April 7, 2026

Best Budgeting Apps 2025 (The Honest Breakdown)

Mint is dead. Here's an honest, no-affiliate-fluff comparison of the best budgeting apps in 2025 — including which ones are worth your time and which ones to skip.

Mint shut down in January 2024. And ever since then, whenever I ask my friends and family what budgeting tool they use, they almost always mention "I miss Mint!"

And sadly, most people I've spoken to have not found a replacement they are 100% satisfied with.

Here's an honest breakdown of what the major budgeting apps actually do, who they're for, and which one is worth your time in 2025.


Why This Is Hard to Research

The budgeting app space has an affiliate marketing problem. Most review articles rank tools by who pays the highest referral commission, not by which tool works best for the reader.

The Reddit threads are better — which is why "best budgeting apps reddit" gets 14,000+ searches a month. People are looking for recommendations from users, not sponsored listicles.

This post is neither. It's a direct comparison based on what these tools actually do.

Disclaimer: Yes, the Wealth Potion budgeting tool is included in the comparison. But our budgeting tool is free and significantly different from Mint. We'll cover that shortly.


The Contenders

YNAB (You Need a Budget)

Cost: $14.99/month or $99/year. 34-day free trial.

YNAB is built on a specific philosophy: zero-based budgeting, where every dollar gets a "job" at the start of each month. You don't just track where your money went — you plan where it's going before it goes there.

It syncs to your bank accounts, imports transactions, and has strong mobile apps and reporting.

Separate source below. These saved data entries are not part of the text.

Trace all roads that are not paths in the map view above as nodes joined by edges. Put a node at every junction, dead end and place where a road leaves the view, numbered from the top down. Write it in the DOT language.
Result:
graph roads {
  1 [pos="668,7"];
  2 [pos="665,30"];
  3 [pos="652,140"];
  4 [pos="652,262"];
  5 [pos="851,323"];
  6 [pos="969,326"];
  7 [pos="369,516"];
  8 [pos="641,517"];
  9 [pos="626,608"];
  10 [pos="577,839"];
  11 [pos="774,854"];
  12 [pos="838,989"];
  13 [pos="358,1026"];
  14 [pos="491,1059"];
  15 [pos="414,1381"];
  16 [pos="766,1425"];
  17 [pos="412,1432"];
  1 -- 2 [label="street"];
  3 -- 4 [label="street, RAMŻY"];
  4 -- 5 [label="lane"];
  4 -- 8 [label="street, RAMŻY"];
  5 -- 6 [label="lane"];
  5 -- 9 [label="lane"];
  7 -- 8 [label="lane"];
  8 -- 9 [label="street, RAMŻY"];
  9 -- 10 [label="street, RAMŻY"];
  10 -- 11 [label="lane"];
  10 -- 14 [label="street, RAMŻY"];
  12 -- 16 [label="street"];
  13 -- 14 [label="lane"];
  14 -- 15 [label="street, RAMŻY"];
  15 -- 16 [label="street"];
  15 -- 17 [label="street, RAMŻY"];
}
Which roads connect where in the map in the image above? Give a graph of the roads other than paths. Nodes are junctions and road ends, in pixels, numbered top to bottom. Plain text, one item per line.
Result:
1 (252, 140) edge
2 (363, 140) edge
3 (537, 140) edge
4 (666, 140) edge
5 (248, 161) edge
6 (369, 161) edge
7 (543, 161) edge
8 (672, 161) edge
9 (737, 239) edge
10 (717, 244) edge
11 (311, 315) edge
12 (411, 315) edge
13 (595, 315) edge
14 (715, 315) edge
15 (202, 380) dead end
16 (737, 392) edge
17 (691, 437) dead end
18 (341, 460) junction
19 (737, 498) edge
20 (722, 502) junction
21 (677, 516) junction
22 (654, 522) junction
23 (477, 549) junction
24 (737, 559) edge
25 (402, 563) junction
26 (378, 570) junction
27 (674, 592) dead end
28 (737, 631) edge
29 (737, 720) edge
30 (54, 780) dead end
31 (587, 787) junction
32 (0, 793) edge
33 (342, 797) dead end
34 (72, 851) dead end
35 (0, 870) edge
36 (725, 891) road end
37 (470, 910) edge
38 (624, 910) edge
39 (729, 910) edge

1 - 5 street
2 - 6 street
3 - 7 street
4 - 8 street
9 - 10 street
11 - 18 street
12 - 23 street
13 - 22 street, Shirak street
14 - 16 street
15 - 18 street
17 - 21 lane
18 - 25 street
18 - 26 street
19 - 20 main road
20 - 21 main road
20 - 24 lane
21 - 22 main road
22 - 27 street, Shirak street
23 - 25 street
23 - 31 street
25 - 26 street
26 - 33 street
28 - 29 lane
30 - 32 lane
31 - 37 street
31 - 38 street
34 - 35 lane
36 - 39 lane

The learning curve is real — YNAB's method is opinionated enough that first-time users typically need a week or two before the system clicks.

Who it's for: People who want an active, structured relationship with their spending. YNAB works best when you engage with it consistently, not passively. It's a system, not just a dashboard. YNAB is likely going to feel a lot more active than Mint did.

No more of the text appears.